There are at least two reasonable ways to do this correctly:

  • verify the validity of a user-provided pointer, then dereference it. If you choose this route, you’ll want to look at the functions in src/userprog/pagedir.c and in src/threads/vaddr.h. This is the simplest way to handle user memory access. Use the function is_user_vaddr (declared in src/threads/vaddr.h) to check whether a pointer refers to user memory. You can use the function pagedir_get_page (declared in src/userprog/pagedir.h) to check whether a given address is mapped in user space.
  • check only that a user pointer points below PHYS_BASE, then dereference it. An invalid user pointer will cause a “page fault” that you can handle by modifying the code for page_fault() in src/userprog/exception.c. This technique is normally faster because it takes advantage of the processor’s memory management unit (MMU), so it tends to be used in real kernels (including Linux).

In either case, you need to make sure not to “leak” resources. For example, suppose that your system call has acquired a lock or allocated memory with malloc(). If you encounter an invalid user pointer afterward, you must still be sure to release the lock or free the page of memory. If you choose to verify user pointers before dereferencing them, this should be straightforward. It’s more difficult to handle if an invalid pointer causes a page fault, because there’s no way to return an error code from a memory access. Therefore, for those who want to try the latter technique, we’ll provide a little bit of helpful code:

/* Reads a byte at user virtual address 'uaddr'. 'uaddr' must be below PHYS_BASE.
   Returns the byte value if successful, -1 if a segfault occurred. */
static int get_user (const uint8_t *uaddr) 
{
    int result;
    asm ("movl $1f, %0; movzbl %1, %0; 1:"
    : "=&a" (result) : "m" (*uaddr));
    return result;
}

/* Writes 'byte' to user address 'udst'. 'udst' must be below PHYS_BASE.
   Returns true if successful false if a segfault occurred. */
static bool put_user (uint8_t *udst, uint8_t byte) 
{
    int error_code;
    asm ("movl $1f, %0; movb %b2, %1; 1:"
    : "=&a" (error_code), "=m" (*udst) : "q" (byte));
    return error_code != -1;
}

Each of these functions assumes that the user address has already been verified to be below PHYS_BASE. They also assume that you’ve modified page_fault() so that a page fault in the kernel merely sets %eax to 0xffffffff and copies its former value into %eip.
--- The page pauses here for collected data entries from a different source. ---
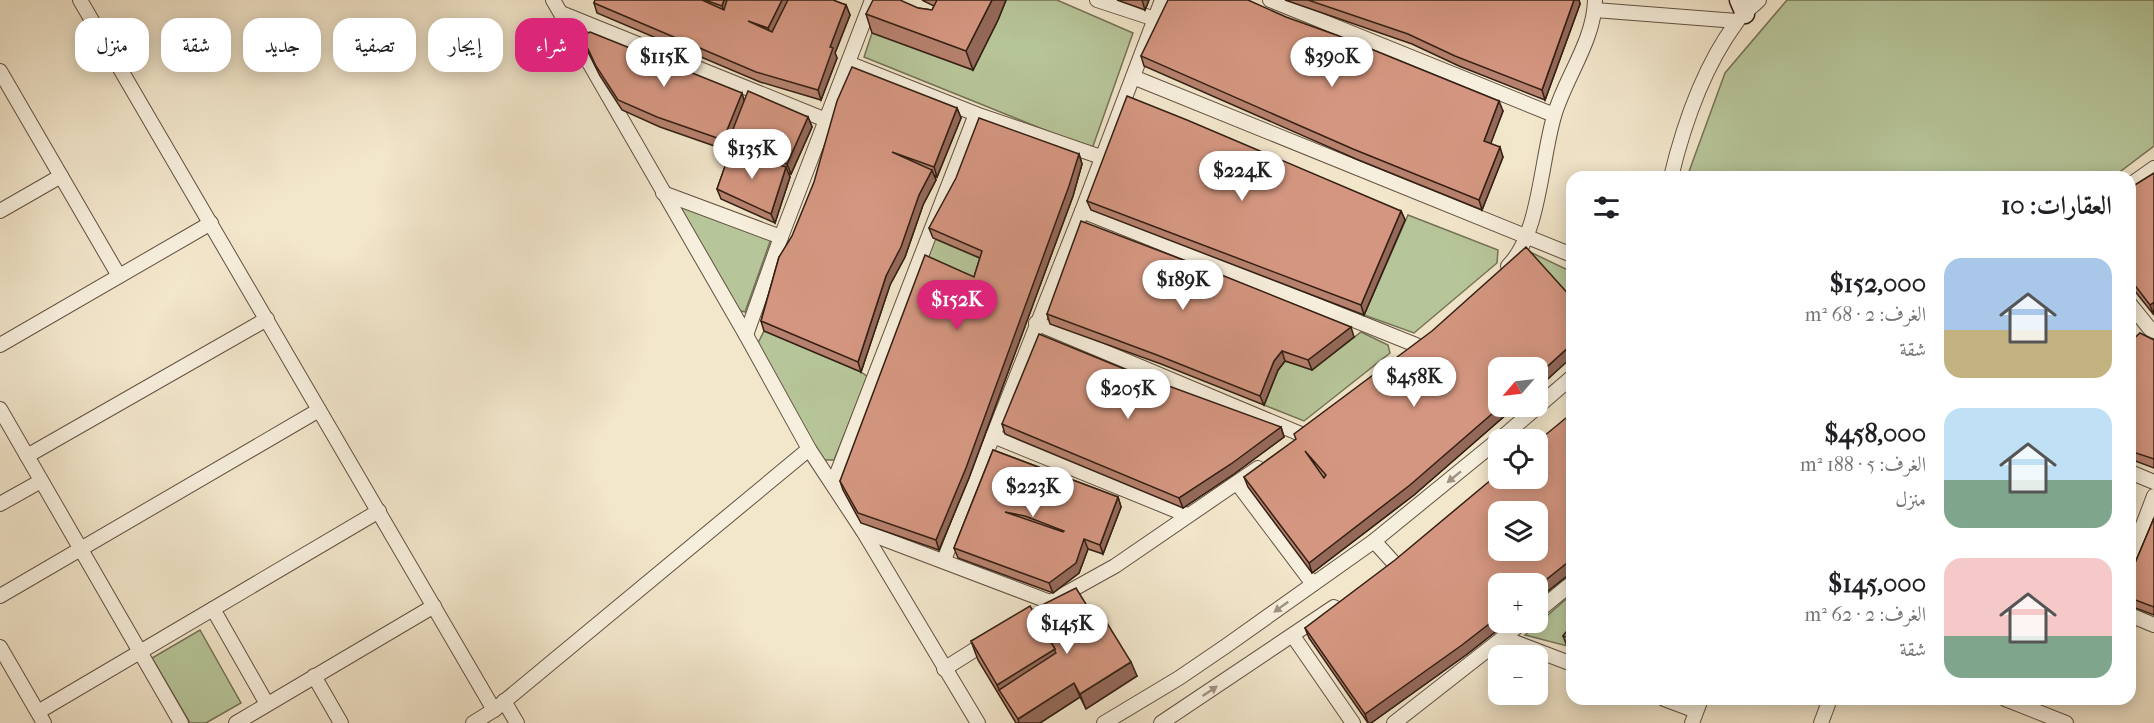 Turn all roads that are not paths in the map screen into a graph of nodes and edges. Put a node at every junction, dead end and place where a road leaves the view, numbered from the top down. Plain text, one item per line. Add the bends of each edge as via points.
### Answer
1 (80, 0) edge
2 (553, 0) edge
3 (872, 0) edge
4 (1097, 0) edge
5 (1162, 0) edge
6 (1270, 0) edge
7 (1759, 0) edge
8 (1595, 5) edge
9 (1740, 12) edge
10 (561, 13) junction
11 (1155, 19) junction
12 (848, 63) junction
13 (1133, 77) junction
14 (2, 80) edge
15 (976, 114) junction
16 (1554, 115) junction
17 (826, 120) junction
18 (1101, 157) junction
19 (2154, 168) edge
20 (1672, 171) edge
21 (61, 176) junction
22 (2136, 181) edge
23 (663, 193) junction
24 (0, 211) edge
25 (1082, 211) junction
26 (211, 223) junction
27 (1528, 236) junction
28 (781, 237) junction
29 (1566, 252) edge
30 (1502, 272) edge
31 (119, 276) junction
32 (2136, 311) edge
33 (267, 320) junction
34 (1036, 323) junction
35 (2153, 329) edge
36 (746, 335) junction
37 (2137, 340) edge
38 (0, 345) edge
39 (1416, 345) edge
40 (1566, 382) edge
41 (0, 409) edge
42 (319, 410) junction
43 (1512, 429) edge
44 (1303, 435) edge
45 (993, 436) junction
46 (809, 449) junction
47 (1488, 449) edge
48 (27, 456) junction
49 (1265, 462) edge
50 (2136, 474) edge
51 (41, 481) junction
52 (2154, 482) edge
53 (1237, 483) junction
54 (833, 484) junction
55 (2154, 496) edge
56 (0, 504) edge
57 (379, 511) junction
58 (1187, 515) junction
59 (863, 531) junction
60 (1374, 541) junction
61 (2136, 543) edge
62 (80, 549) junction
63 (944, 560) junction
64 (1394, 563) edge
65 (1313, 584) junction
66 (1566, 588) edge
67 (0, 596) edge
68 (1344, 600) edge
69 (1050, 602) junction
70 (1548, 603) edge
71 (434, 606) junction
72 (213, 609) junction
73 (1031, 614) edge
74 (2136, 618) edge
75 (2154, 625) edge
76 (1002, 633) edge
77 (1510, 633) edge
78 (1293, 636) junction
79 (1504, 638) junction
80 (0, 647) edge
81 (140, 652) junction
82 (1566, 662) edge
83 (944, 669) junction
84 (314, 676) junction
85 (267, 705) junction
86 (1680, 705) edge
87 (1828, 705) edge
88 (2020, 705) edge
89 (499, 706) junction
90 (1696, 711) edge
91 (41, 717) edge
92 (181, 723) edge
93 (236, 723) edge
94 (341, 723) edge
95 (473, 723) edge
96 (517, 723) edge
97 (978, 723) edge
98 (1104, 723) edge
99 (1161, 723) edge
100 (1353, 723) edge
101 (1396, 723) edge
102 (1821, 723) edge
103 (2066, 723) edge

1 - 26 street
2 - 10 street
3 - 12 street
4 - 11 street
5 - 11 street
6 - 16 street
7 - 9 street
8 - 9 street
8 - 16 street via 1592,27
9 - 20 street via 1698,90
10 - 17 street
10 - 23 street
11 - 13 street
12 - 15 street
12 - 17 street
13 - 18 street
13 - 27 street
14 - 21 street
15 - 18 street
15 - 54 street
16 - 27 street
17 - 28 street
18 - 25 street
19 - 22 street
21 - 24 street
21 - 31 street
23 - 28 street
23 - 36 street
25 - 34 street
25 - 39 street
26 - 31 street
26 - 33 street
27 - 29 street
27 - 30 street via 1518,255
28 - 36 street
31 - 38 street
32 - 35 street
33 - 42 street
33 - 48 street
34 - 44 street
34 - 45 street
35 - 37 street
36 - 46 street
40 - 43 street
41 - 48 street
42 - 57 street
42 - 62 street
45 - 58 street
45 - 63 street
46 - 54 street
46 - 89 street
47 -> 60 street
48 - 51 street
49 - 53 street
50 - 52 street
51 - 56 street
51 - 62 street
53 - 58 street
53 - 65 street
54 - 59 street
55 - 61 street
57 - 71 street
57 - 72 street
58 - 69 street via 1115,566
59 - 63 street
59 - 83 street
60 - 64 street
60 - 65 street
62 - 67 street
62 - 81 street
63 - 69 street
65 -> 98 street via 1189,671
66 - 70 street
68 - 78 street
69 - 73 street
71 - 84 street
71 - 89 street
72 - 81 street
72 - 85 street
74 - 75 street
76 - 83 street
77 - 79 street
99 -> 78 street
78 - 100 street
79 - 82 street
79 - 101 street
80 - 91 street
81 - 91 street
81 - 92 street
83 - 97 street
84 - 85 street
84 - 94 street
85 - 93 street
86 - 90 street
87 - 102 street
88 - 103 street
89 - 95 street
89 - 96 street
If you do choose to use the second option (rely on the processor’s MMU to detect bad user pointers), do not feel pressured to use the get_user and put_user functions from above. There are other ways to modify the page fault handler to identify and terminate processes that pass bad pointers as arguments to system calls, some of which are simpler and faster than using get_user and put_user to handle each byte.